FSCS Limit Rises, But Broker Protection Remains Unchanged
• The PRA released its review, increasing the FSCS deposit compensation limit for cash deposits from £85,000 to £120,000 per eligible depositor.
• However, the protection limit remains at £85,000 for investment accounts, including accounts held with retail brokers regulated by the Financial Conduct Authority (FCA).
• The new limit comes into effect on 1 December 2025.
Why it matters
• Although this increase enhances protection for depositors (savers) in banks, it does not increase deposit protection compensation for clients of forex/CFD brokers regulated by the FCA. Therefore, traders dealing with brokers should keep in mind that if brokers become insolvent, their recovery is still limited to £85,000, the same level of deposit protection limit.
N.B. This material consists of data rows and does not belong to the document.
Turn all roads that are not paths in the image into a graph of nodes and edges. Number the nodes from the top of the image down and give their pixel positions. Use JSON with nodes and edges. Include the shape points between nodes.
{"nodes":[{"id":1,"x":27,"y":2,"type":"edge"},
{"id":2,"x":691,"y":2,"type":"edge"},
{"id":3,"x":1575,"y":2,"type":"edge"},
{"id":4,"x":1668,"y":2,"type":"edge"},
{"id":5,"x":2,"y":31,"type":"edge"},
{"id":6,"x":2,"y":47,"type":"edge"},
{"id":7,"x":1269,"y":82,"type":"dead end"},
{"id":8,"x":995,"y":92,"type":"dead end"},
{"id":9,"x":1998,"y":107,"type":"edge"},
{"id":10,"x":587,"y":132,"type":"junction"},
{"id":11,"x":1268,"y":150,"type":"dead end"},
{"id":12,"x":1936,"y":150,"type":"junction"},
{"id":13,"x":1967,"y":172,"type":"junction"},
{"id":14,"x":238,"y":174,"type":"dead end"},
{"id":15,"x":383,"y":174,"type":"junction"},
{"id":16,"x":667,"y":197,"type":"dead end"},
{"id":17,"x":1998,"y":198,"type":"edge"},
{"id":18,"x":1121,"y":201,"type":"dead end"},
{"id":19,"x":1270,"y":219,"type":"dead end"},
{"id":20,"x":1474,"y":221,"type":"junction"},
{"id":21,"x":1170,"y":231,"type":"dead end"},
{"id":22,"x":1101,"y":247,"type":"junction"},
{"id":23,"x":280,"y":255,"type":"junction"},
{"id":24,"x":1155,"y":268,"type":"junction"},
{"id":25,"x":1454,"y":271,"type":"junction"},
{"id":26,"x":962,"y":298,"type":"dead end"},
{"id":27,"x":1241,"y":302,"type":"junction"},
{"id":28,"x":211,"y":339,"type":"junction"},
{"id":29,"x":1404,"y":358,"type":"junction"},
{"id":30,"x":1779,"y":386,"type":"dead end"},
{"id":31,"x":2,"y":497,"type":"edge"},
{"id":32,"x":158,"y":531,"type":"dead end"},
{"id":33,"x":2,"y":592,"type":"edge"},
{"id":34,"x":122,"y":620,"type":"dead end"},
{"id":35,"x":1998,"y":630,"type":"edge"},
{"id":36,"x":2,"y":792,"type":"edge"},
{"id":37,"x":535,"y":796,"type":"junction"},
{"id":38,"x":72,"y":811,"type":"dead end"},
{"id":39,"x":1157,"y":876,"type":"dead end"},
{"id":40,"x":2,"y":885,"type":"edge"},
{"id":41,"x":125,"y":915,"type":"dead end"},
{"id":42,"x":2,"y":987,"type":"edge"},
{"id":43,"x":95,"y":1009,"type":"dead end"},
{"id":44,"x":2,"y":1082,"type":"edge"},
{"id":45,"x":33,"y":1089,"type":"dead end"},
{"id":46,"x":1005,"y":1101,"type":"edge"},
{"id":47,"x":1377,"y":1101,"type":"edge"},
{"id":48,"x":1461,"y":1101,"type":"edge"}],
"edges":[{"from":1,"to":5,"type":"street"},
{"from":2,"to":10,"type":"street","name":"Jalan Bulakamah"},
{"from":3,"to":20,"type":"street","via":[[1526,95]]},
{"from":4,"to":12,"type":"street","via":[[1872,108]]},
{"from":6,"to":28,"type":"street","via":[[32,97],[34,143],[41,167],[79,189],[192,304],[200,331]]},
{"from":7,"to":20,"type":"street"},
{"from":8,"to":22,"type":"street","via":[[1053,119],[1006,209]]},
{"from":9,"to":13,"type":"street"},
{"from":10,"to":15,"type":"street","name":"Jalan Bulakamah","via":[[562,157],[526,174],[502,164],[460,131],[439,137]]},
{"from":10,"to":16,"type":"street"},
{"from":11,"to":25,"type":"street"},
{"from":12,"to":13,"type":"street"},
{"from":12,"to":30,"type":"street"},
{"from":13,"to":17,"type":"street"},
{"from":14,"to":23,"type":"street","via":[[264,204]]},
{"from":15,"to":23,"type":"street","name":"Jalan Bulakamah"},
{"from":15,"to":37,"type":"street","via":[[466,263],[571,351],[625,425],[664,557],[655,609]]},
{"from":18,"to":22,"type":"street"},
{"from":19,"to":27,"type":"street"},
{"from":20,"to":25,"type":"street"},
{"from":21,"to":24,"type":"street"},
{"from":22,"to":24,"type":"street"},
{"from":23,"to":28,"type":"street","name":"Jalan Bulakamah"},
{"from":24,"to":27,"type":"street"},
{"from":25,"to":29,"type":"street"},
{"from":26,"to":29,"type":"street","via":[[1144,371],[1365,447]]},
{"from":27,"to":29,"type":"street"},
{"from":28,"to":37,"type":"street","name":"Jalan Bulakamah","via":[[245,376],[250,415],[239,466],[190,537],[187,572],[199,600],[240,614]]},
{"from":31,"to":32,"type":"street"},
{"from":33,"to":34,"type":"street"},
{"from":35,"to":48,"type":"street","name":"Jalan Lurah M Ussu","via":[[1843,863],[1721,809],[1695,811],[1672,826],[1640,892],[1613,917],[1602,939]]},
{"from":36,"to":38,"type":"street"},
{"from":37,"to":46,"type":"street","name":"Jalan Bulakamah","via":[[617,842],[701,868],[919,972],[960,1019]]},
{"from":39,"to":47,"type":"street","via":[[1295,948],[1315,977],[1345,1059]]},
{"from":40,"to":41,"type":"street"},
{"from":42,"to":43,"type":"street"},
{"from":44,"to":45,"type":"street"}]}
• From a broker comparison table perspective (a key area for the WikiLix audience), this reinforces that you want to consider the difference between 'deposit protection' and 'investment compensation' in terms of broker safety and backup support.
• The announcement may cause many brokers and investors to more clearly indicate how clients' funds are segregated or insured above the FSCS limit. The PRA's limit will be considered when making claims while marketing to investors and managing risk to their clients' fund within the UK broker market.
WikiLix Insight
• For the trader: If you trade with a UK broker, despite the headline figure of £120k, consider that fund protection has not improved in your favour, and the fund-neutral limits remain unchanged. Confirm that the brokers' own segregation of their clients' funds and insurance provisions are sufficient above the regulatory minimums.
• For the broker comparison table: This is a timing point - you should indicate "Investor compensation limit - UK (FCA/FSCS): £85k (unchanged and as of 1 December 2025) alongside the PRA announcement as part of the broker's regulatory profile.
• For the regulator risk assessment: While the PRA/FCA framework remains resilient for banks, the unchanged limit with investment accounts may reflect a regulatory calculation around market-risk conditions for trading vs deposits. As a result, brokers may "double down" on their own protections (e.g., insurance wraps, client-fund audits, etc.) rather than relying solely on FSCS coverage.